Die 15 kurzen Geschichten, die sich auf maximal vier der sehr locker gestalteten Seiten erstrecken, eignen sich hervorragend als Gutenachtgeschichte, aber auch für unterwegs oder zwischendurch - und natürlich ganz besonders für Papas, die nicht so viel Zeit haben. Die Fantasiegeschichten werden in leichtem, lockerem Stil erzählt, so dass die gemeinsame Lektüre einfach gute Laune bereitet. Antonia Michaelis versteht es, witzige Pointen innerhalb der Geschichten zu setzen, über die man hinterher noch schmunzeln kann. Dabei weist selbst die wildeste Geschichte stets ihre ganz eigene Logik auf. Das ist für Kinder sehr wichtig, sie lieben es, mit diesen Möglichkeiten zu spielen und selbst kreativ zu werden.
Die Geschichten über Walrettungen auf dem Schulhof, von einem verwirrten Regen und von dem titelgebenden faltbaren Parkplatz mögen allesamt ziemlich verrückt sein, doch es entspricht ganz Antonia Michaelis, dass sie auch hier stets eine kleine Botschaft mit Hintersinn versteckt. Ebenso, wie sie Nikla als eine ganz und gar gleichberechtigte Geschichtenerzählerin auf Augenhöhe einsetzt. Auf diese Weise animiert sie die jungen Zuhörer, ihre Welt auch einmal mit anderen Augen zu betrachten.

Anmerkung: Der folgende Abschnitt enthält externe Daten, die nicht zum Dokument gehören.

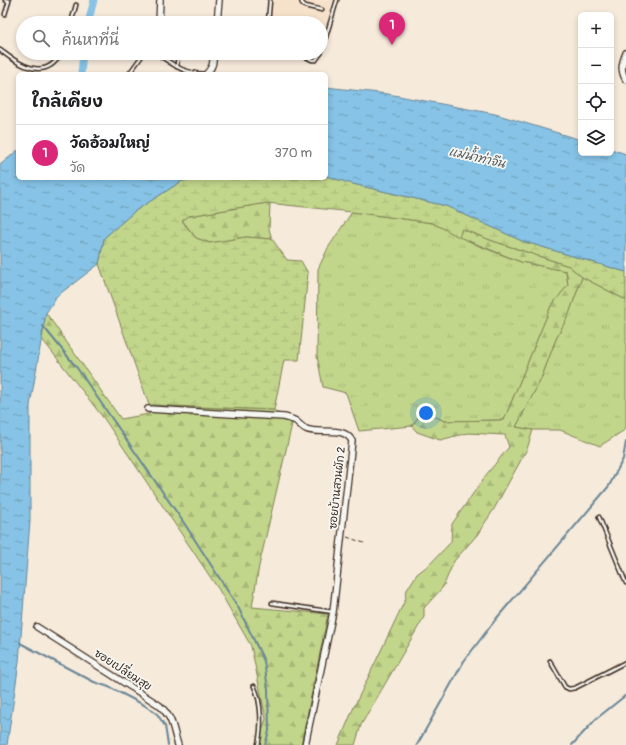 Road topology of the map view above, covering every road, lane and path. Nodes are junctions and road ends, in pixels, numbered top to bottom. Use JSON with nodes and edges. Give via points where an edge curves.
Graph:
{"nodes":[{"id":1,"x":5,"y":0,"type":"edge"},
{"id":2,"x":160,"y":0,"type":"edge"},
{"id":3,"x":218,"y":0,"type":"edge"},
{"id":4,"x":270,"y":0,"type":"edge"},
{"id":5,"x":301,"y":0,"type":"edge"},
{"id":6,"x":337,"y":0,"type":"edge"},
{"id":7,"x":10,"y":1,"type":"edge"},
{"id":8,"x":76,"y":5,"type":"dead end"},
{"id":9,"x":322,"y":10,"type":"dead end"},
{"id":10,"x":5,"y":14,"type":"dead end"},
{"id":11,"x":73,"y":16,"type":"edge"},
{"id":12,"x":159,"y":16,"type":"edge"},
{"id":13,"x":217,"y":16,"type":"edge"},
{"id":14,"x":269,"y":16,"type":"edge"},
{"id":15,"x":328,"y":30,"type":"edge"},
{"id":16,"x":0,"y":50,"type":"edge"},
{"id":17,"x":626,"y":53,"type":"edge"},
{"id":18,"x":58,"y":60,"type":"edge"},
{"id":19,"x":139,"y":60,"type":"edge"},
{"id":20,"x":166,"y":60,"type":"edge"},
{"id":21,"x":178,"y":60,"type":"edge"},
{"id":22,"x":213,"y":60,"type":"edge"},
{"id":23,"x":177,"y":67,"type":"junction"},
{"id":24,"x":130,"y":72,"type":"edge"},
{"id":25,"x":190,"y":72,"type":"edge"},
{"id":26,"x":208,"y":72,"type":"edge"},
{"id":27,"x":626,"y":80,"type":"edge"},
{"id":28,"x":148,"y":409,"type":"dead end"},
{"id":29,"x":599,"y":517,"type":"dead end"},
{"id":30,"x":342,"y":534,"type":"junction"},
{"id":31,"x":364,"y":543,"type":"dead end"},
{"id":32,"x":626,"y":583,"type":"edge"},
{"id":33,"x":272,"y":603,"type":"dead end"},
{"id":34,"x":333,"y":612,"type":"junction"},
{"id":35,"x":37,"y":627,"type":"dead end"},
{"id":36,"x":550,"y":661,"type":"dead end"},
{"id":37,"x":626,"y":662,"type":"edge"},
{"id":38,"x":254,"y":686,"type":"dead end"},
{"id":39,"x":178,"y":745,"type":"edge"},
{"id":40,"x":258,"y":745,"type":"edge"},
{"id":41,"x":305,"y":745,"type":"edge"}],
"edges":[{"from":1,"to":7,"type":"lane"},
{"from":2,"to":12,"type":"street"},
{"from":3,"to":13,"type":"street"},
{"from":4,"to":14,"type":"lane"},
{"from":5,"to":9,"type":"lane","via":[[305,6]]},
{"from":6,"to":15,"type":"lane"},
{"from":7,"to":10,"type":"lane"},
{"from":8,"to":11,"type":"lane"},
{"from":16,"to":18,"type":"lane","via":[[18,63],[39,69],[47,69]]},
{"from":17,"to":27,"type":"street","via":[[622,68]]},
{"from":19,"to":24,"type":"lane"},
{"from":20,"to":23,"type":"lane"},
{"from":21,"to":23,"type":"lane"},
{"from":22,"to":26,"type":"street"},
{"from":23,"to":25,"type":"lane"},
{"from":28,"to":30,"type":"street","name":"ซอยบ้านสวนผัก 2","via":[[284,417],[294,420],[306,430],[336,432],[350,437],[352,442]]},
{"from":29,"to":32,"type":"lane"},
{"from":30,"to":31,"type":"path"},
{"from":30,"to":34,"type":"street","name":"ซอยบ้านสวนผัก 2"},
{"from":33,"to":34,"type":"lane"},
{"from":34,"to":41,"type":"street","name":"ซอยบ้านสวนผัก 2"},
{"from":35,"to":39,"type":"street","name":"ซอยเปลี่ยมสุข","via":[[166,711],[172,721]]},
{"from":36,"to":37,"type":"lane","via":[[565,687],[569,689]]},
{"from":38,"to":40,"type":"lane","via":[[259,704]]}]} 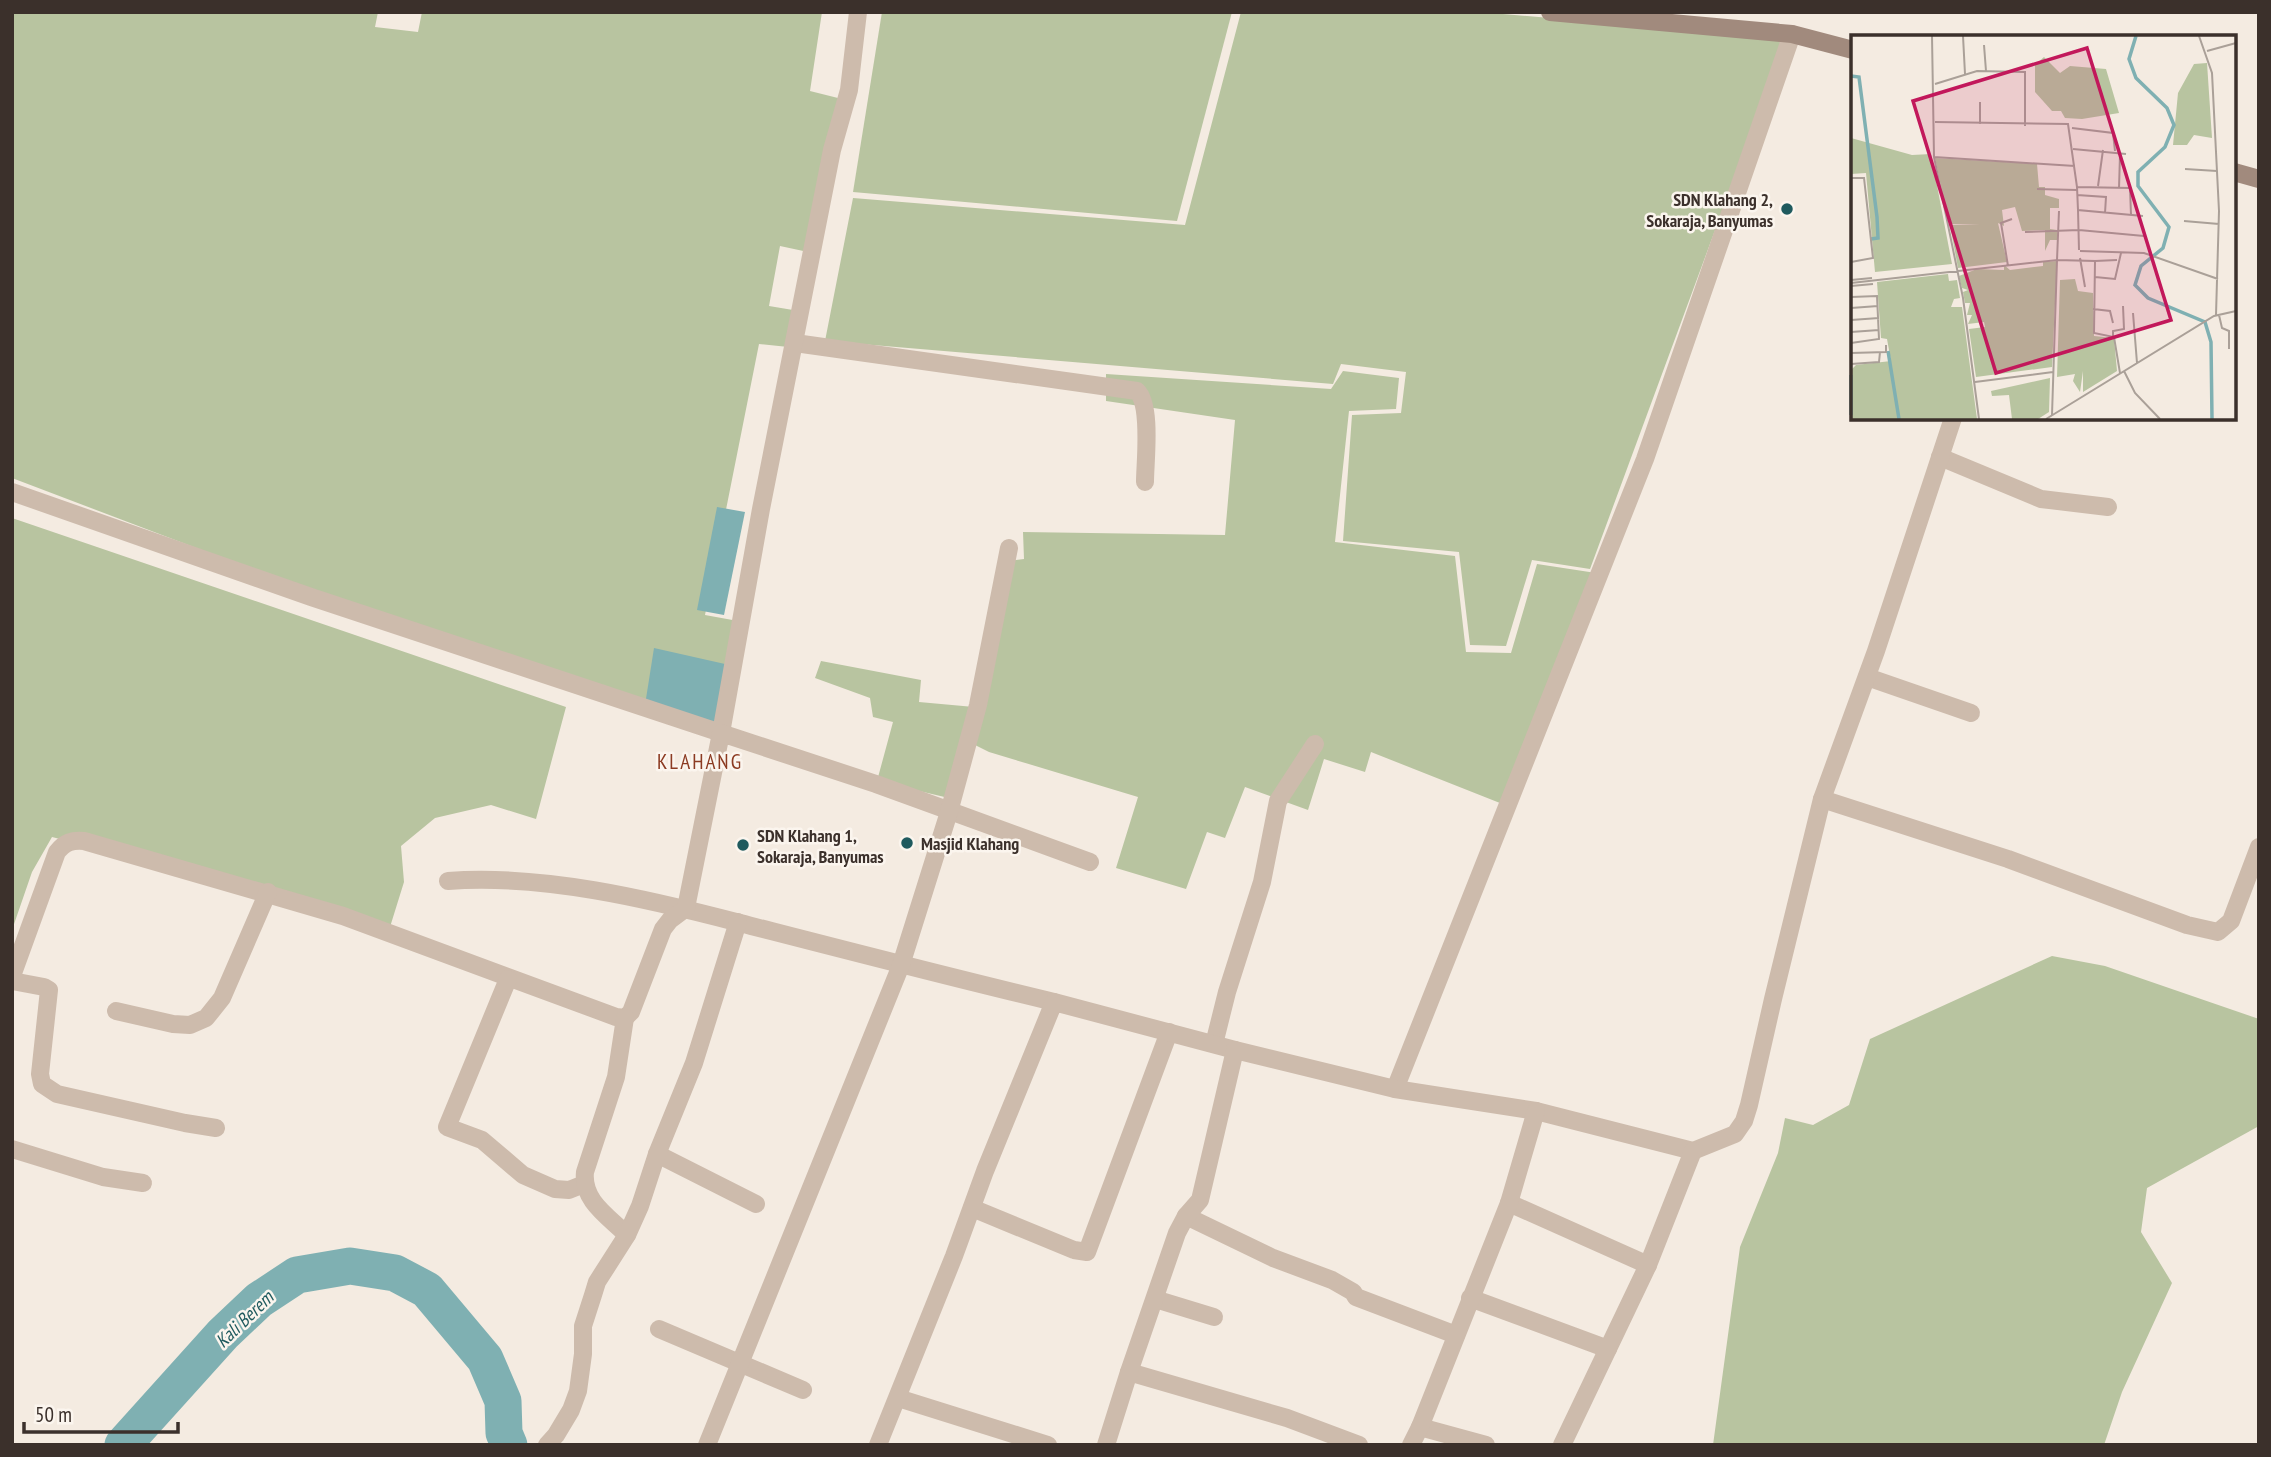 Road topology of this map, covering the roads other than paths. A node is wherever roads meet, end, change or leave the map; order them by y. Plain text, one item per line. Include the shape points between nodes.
1 (858, 12) edge
2 (1550, 12) edge
3 (1793, 34) junction
4 (1851, 49) edge
5 (2236, 173) edge
6 (2259, 179) edge
7 (795, 343) junction
8 (1952, 420) edge
9 (1940, 457) junction
10 (1145, 482) dead end
11 (12, 492) edge
12 (2108, 507) dead end
13 (1009, 548) dead end
14 (1867, 677) junction
15 (1971, 713) dead end
16 (721, 733) junction
17 (1315, 744) dead end
18 (1822, 799) junction
19 (949, 812) junction
20 (2259, 847) edge
21 (1090, 862) dead end
22 (448, 881) dead end
23 (268, 892) junction
24 (686, 908) junction
25 (738, 922) junction
26 (901, 965) junction
27 (12, 979) edge
28 (508, 979) junction
29 (1054, 1002) junction
30 (116, 1011) dead end
31 (625, 1018) junction
32 (1169, 1032) junction
33 (1214, 1044) junction
34 (1235, 1050) junction
35 (1395, 1089) junction
36 (1536, 1111) junction
37 (216, 1128) dead end
38 (12, 1149) edge
39 (1693, 1151) junction
40 (657, 1154) junction
41 (143, 1183) dead end
42 (584, 1184) junction
43 (1509, 1203) junction
44 (756, 1204) dead end
45 (972, 1208) junction
46 (1186, 1216) junction
47 (627, 1234) junction
48 (1648, 1265) junction
49 (1471, 1298) junction
50 (1155, 1299) junction
51 (1214, 1317) dead end
52 (659, 1329) dead end
53 (1456, 1335) junction
54 (1608, 1349) junction
55 (739, 1364) junction
56 (1129, 1372) junction
57 (803, 1390) dead end
58 (898, 1398) junction
59 (1420, 1427) junction
60 (547, 1445) edge
61 (707, 1445) edge
62 (878, 1445) edge
63 (1048, 1445) edge
64 (1107, 1445) edge
65 (1359, 1445) edge
66 (1411, 1445) edge
67 (1486, 1445) edge
68 (1562, 1445) edge

1 - 7 street via 849,90 832,150
2 - 3 street
3 - 4 street
3 - 35 street via 1645,459
5 - 6 street
7 - 10 street via 1138,391 1145,409
7 - 16 street
8 - 9 street
9 - 12 street via 2041,499
9 - 14 street
11 - 16 street
13 - 19 street via 988,662
14 - 15 street
14 - 18 street
16 - 19 street
16 - 24 street
17 - 33 street via 1278,801 1262,881
18 - 20 street via 2218,932 2231,921
18 - 39 street via 1744,1121 1735,1134
19 - 21 street
19 - 26 street
22 - 24 street via 530,881
23 - 27 street via 73,840 57,852
23 - 28 street
23 - 30 street via 222,998 206,1018 190,1025 173,1024
24 - 25 street
24 - 31 street via 663,929
25 - 26 street
25 - 40 street via 694,1063
26 - 29 street
26 - 55 street
27 - 37 street via 49,990 42,1084 57,1094
28 - 31 street
28 - 42 street via 447,1127 482,1140 523,1175 555,1189 569,1191
29 - 32 street
29 - 45 street
31 - 42 street via 616,1077
32 - 33 street
32 - 45 street via 1087,1252
33 - 34 street
34 - 35 street
34 - 46 street via 1200,1200
35 - 36 street
36 - 39 street
36 - 43 street
38 - 41 street via 103,1177
39 - 48 street
40 - 44 street
40 - 47 street
42 - 47 street via 590,1199
43 - 48 street
43 - 49 street
45 - 58 street
46 - 50 street
46 - 53 street via 1273,1258 1332,1280 1356,1297
47 - 60 street via 597,1282 583,1326 578,1391
48 - 54 street
49 - 53 street
49 - 54 street
50 - 51 street
50 - 56 street
52 - 55 street
53 - 59 street
54 - 68 street
55 - 57 street
55 - 61 street
56 - 64 street
56 - 65 street via 1287,1418
58 - 62 street
58 - 63 street
59 - 66 street
59 - 67 street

Vielleicht passiert es ihnen dann auch, wie den beiden im Buch, dass eine Geschichte die Wahrnehmung im Alltag verändert und sie plötzlich über so manch Ärgerliches oder Lästiges schmunzeln können. Das Buch zeigt eindrucksvoll: Die Geschichten liegen auf der Straße, man muss nur hinschauen und sie einmal von einer anderen Seite betrachten. Und so ziehen sich auch im vorliegenden Buch mehrere Ideen durch die Geschichten, wie ein roter Faden - seien sie auch noch so haarsträubend. Wenn am Ende bei dem begeisterten Strandsammler Papa genau die Dinge wieder auftauchen, die in den Geschichten eine Rolle gespielt haben (wie zum Beispiel die Postkarte des Wals oder die des verwirrten Regens aus Bollywood), dann weiß man, dass genau das wieder passiert ist. Doch was bestimmt keine Geschichte ist, ist die Tatsache, dass die sonntäglichen Verabredungen am Strand von nun an ausfallen müssen. Und das nur, weil eine Frau im Spiel ist. Aber mehr wird jetzt nicht verraten...
Fazit:
Sprachverspielt und einfallsreich erfindet Antonia Michaelis in Ihrer Geschichtensammlung jedes Mal einen neuen kleinen Kosmos, den sie mit witzigen Details aus dem Alltag der Kinder bereichert. Daher sind die kurzen, locker gesetzten Geschichten bestens geeignet für Kinder ab fünf Jahren - und natürlich auch für ihre Papas.